Aiutatemi, è l’ultima registrazione e ancora non
si è visto niente. – quelli si
avvicinarono meglio - Non scollate gli occhi!”
Dopo
qualche minuto di
calma piatta, nel filmato, i tre cercarono di non demordere.
“Lasciate
perdere Mercoledì
e Giovedì. Soffermatevi su Martedì! –
Rider spuntò alle loro spalle, facendoli
lievemente sobbalzare – In un caso del genere, la polizia
avrà fatto pressioni
al medico legale. Se A ha
scambiato
i corpi, l’ha fatto Martedì, subito, senza perdere
tempo, o l’autopsia sarebbe
stata fatta ad Albert e non ad Anthony.”
Nathaniel,
rapido,
tornò sulle
registrazioni di Martedì,
mentre Eric si sincerava delle condizioni di Rider.
“Stai
bene?”
“No,
per niente. – aveva
un’espressione avvilita, gli occhi lucidi – Cercavo
di avere ragione e invece
avevo torto e…ho quasi ucciso me e Sam per questo. – si
impuntò sulle registrazioni, determinato
– Troviamo quel figlio di puttana!”
“E
dopo? Che facciamo?”
chiese Sam.
“Parleremo
con tuo padre e
lui sapra come aiutarci.
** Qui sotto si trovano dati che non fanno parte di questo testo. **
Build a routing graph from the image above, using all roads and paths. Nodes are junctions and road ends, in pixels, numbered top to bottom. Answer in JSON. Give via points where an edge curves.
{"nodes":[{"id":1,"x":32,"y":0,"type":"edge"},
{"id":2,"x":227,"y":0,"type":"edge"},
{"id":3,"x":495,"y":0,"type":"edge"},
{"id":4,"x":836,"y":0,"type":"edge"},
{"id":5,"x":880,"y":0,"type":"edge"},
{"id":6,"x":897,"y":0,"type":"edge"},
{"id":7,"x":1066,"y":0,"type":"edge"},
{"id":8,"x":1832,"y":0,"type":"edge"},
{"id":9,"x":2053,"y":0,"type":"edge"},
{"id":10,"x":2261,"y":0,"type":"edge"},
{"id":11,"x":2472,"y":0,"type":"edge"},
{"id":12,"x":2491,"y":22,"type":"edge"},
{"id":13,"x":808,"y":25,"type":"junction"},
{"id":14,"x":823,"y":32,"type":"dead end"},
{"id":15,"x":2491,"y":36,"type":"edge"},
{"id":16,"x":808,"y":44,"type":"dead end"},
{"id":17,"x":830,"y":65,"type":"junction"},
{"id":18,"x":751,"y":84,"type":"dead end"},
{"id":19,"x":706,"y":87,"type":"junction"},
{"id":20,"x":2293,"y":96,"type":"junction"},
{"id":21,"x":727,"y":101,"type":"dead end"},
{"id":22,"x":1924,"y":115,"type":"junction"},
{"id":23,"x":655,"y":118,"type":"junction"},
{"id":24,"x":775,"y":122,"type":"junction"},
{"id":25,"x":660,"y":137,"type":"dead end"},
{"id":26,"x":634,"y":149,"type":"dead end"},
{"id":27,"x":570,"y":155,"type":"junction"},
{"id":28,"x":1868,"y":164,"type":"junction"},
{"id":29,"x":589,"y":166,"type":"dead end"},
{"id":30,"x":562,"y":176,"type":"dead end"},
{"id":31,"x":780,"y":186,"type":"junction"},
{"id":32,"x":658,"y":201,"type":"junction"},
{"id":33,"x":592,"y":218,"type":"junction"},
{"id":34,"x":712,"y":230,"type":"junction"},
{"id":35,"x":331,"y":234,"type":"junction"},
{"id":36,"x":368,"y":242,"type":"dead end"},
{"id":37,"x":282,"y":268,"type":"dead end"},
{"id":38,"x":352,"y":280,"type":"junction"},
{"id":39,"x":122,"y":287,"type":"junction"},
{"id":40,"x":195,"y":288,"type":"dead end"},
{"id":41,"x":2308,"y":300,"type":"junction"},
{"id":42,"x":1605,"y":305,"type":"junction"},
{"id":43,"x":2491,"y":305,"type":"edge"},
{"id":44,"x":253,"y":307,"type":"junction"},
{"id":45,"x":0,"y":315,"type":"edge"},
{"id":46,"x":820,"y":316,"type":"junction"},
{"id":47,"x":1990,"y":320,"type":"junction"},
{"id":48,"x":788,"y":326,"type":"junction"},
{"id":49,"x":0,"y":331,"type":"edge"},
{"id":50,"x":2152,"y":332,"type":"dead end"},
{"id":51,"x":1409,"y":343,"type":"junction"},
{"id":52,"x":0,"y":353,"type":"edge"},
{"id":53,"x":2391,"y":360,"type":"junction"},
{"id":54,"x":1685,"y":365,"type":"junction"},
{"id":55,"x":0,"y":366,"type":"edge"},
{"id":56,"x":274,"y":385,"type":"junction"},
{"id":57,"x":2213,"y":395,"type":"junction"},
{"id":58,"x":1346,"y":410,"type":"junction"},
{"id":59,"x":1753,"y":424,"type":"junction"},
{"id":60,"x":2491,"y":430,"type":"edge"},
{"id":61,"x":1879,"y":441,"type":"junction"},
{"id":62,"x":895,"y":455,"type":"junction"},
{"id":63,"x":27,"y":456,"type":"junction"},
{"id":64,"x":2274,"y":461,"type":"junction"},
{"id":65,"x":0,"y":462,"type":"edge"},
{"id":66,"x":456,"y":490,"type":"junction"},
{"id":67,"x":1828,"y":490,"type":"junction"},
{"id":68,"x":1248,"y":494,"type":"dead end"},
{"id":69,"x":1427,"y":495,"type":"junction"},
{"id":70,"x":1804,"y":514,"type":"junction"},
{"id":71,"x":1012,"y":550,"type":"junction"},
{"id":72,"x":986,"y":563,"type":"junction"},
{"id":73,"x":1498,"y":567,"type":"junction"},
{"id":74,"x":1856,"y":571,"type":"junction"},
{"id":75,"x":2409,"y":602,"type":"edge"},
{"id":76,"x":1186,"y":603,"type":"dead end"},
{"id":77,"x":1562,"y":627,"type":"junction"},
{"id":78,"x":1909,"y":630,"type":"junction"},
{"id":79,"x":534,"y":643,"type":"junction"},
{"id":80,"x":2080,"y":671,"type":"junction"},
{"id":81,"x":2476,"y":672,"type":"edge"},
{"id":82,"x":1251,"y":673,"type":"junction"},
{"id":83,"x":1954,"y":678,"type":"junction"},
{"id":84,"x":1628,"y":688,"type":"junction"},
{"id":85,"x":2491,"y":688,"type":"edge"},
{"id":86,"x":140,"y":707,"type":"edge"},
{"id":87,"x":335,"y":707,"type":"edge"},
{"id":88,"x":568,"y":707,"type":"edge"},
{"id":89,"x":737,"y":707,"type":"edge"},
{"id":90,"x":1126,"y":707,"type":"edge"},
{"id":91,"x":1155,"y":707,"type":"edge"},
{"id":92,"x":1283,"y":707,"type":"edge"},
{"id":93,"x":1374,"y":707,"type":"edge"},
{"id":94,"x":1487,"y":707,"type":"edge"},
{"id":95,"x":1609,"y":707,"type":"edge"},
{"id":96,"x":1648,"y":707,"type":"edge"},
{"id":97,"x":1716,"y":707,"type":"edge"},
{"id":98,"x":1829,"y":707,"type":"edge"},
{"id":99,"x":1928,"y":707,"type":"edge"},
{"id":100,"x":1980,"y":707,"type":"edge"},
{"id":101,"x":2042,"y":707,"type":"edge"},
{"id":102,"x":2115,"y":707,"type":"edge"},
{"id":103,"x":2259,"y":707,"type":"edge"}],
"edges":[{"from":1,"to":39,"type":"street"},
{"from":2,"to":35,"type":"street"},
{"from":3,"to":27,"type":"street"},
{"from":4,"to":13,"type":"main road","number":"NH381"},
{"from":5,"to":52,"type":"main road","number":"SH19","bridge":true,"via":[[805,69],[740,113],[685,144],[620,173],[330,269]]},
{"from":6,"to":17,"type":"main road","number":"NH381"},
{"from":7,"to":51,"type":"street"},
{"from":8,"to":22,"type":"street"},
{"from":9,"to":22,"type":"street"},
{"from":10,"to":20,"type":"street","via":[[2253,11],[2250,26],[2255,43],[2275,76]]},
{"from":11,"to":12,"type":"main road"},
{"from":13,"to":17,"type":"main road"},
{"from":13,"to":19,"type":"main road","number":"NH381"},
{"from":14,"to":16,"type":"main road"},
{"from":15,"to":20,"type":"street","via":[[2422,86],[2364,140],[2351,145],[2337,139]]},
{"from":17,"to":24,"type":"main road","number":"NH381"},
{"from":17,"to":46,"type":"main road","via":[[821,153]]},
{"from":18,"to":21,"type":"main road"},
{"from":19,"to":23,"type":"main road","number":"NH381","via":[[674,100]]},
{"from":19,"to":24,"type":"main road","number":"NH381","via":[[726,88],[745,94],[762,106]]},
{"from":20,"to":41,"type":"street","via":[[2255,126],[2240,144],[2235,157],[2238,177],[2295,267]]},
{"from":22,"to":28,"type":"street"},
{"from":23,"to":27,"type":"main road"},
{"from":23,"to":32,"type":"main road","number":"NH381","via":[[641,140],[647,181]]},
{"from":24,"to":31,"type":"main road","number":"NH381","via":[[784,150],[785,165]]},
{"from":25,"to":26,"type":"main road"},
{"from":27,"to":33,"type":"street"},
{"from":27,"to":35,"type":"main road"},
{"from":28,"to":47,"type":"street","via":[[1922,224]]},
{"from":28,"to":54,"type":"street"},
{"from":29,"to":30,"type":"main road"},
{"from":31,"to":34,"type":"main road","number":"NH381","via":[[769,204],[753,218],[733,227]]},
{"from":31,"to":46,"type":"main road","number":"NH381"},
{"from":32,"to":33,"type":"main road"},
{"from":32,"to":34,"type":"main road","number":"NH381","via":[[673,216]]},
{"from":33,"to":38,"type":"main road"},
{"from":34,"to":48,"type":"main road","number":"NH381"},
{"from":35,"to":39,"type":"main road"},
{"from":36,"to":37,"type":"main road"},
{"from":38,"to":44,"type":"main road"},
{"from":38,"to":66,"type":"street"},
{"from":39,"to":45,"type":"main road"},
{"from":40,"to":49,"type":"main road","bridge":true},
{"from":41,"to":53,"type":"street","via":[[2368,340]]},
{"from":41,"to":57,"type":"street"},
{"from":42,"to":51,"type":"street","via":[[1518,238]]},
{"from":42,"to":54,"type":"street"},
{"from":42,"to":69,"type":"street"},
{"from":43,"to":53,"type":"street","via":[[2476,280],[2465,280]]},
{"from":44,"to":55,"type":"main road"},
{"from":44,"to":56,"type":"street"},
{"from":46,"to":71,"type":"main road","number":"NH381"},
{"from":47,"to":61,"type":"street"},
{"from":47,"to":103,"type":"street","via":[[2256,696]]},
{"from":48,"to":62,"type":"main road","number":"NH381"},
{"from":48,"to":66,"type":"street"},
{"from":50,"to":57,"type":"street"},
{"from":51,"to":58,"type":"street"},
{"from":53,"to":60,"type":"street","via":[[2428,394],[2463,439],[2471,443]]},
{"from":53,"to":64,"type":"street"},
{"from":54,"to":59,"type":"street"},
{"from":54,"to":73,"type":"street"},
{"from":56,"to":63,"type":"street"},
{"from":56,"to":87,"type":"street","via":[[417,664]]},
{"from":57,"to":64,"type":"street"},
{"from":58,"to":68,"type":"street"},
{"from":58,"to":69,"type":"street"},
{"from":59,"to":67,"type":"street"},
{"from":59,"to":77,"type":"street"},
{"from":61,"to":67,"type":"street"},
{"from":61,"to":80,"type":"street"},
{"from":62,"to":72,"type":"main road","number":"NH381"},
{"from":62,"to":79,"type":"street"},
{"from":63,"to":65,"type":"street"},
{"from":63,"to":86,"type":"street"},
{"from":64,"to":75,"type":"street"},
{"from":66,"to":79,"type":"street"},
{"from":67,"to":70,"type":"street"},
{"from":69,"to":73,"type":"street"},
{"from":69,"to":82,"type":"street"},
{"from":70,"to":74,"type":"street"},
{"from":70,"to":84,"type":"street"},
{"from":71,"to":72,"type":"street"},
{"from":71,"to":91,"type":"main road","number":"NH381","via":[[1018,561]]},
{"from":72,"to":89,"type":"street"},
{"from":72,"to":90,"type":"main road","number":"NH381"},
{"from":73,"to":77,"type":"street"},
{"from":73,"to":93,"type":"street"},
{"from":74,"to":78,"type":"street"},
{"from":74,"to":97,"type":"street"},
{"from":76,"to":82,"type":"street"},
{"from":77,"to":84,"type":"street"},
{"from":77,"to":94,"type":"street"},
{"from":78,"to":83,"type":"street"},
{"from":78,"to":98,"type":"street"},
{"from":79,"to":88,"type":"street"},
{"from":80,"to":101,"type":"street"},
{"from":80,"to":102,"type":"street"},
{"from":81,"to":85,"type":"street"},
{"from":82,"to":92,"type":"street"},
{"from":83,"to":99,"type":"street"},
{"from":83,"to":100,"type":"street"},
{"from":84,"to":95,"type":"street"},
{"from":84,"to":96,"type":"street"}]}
Ci basta solo un volto, una prova e tutto si
collegherà perfettamente alla nostra storia!”
Nathaniel
si voltò, mentre
il filmato continuava, intervenendo: “Se raccontiamo tutto,
finiremo in galera.
Siamo complici!”
“Siamo
teenager! – esclamò
con enfasi - Raccontiamo bugie ogni giorno ai nostri genitori e alle
persone
che ci circondano. E’ il nostro pane quotidiano, siamo abili
in questo. Quando
saremo sotto interrogatorio, ci basterà aggiustare la
verità in modo che ci
danneggi il meno possibile. – si voltò verso
l’amico - E tuo padre, Sam, ci
aiuterà ad aggiustarla, perché è un
poliziotto, che sa come muoversi in queste
cose, e perché è tuo padre e non vorrà
perderti.”
E
quello abbassò lo
sguardo, pensando alla vergogna che avrebbe provato nel raccontare a
suo padre
a cosa aveva preso parte.
Qualche
minuto più tardi,
concentrati a scorgere qualcosa, nulla si decideva a comparire.
“Io
mi rifiuto!” sbuffò
Nathaniel.
“Torna
indietro!” esclamò
Rider, invece, come se avesse notato qualcosa. Naturalmente, mentre
quello
eseguiva, Sam ed Eric spostarono lo sguardo tra lui e lo schermo, con
il fiato
sospeso.
“L’infermiera!”
esclamò,
concentrando l’attenzione dei presenti su di lei, che era
appena passata
davanti alla porta dell’obitorio.
“Che
ha che non va,
l’infermiera? E’ solo passata davanti alla
porta!” pensò Sam, non trovando
nulla di insolito.
Rider
si affrettò a dare
una risposta: “E’ passata cinque volte davanti alla
porta, ad intervalli
regolari di otto minuti. Da destra a sinistra, senza mai tornare
indietro.”
Anche
Sam ed Eric lo
trovarono strano, ora che Rider glielo aveva appena fatto notare.
“Ehm,
ci sono due ascensori
nel piano. Uno nell’ala est e uno nell’ala ovest.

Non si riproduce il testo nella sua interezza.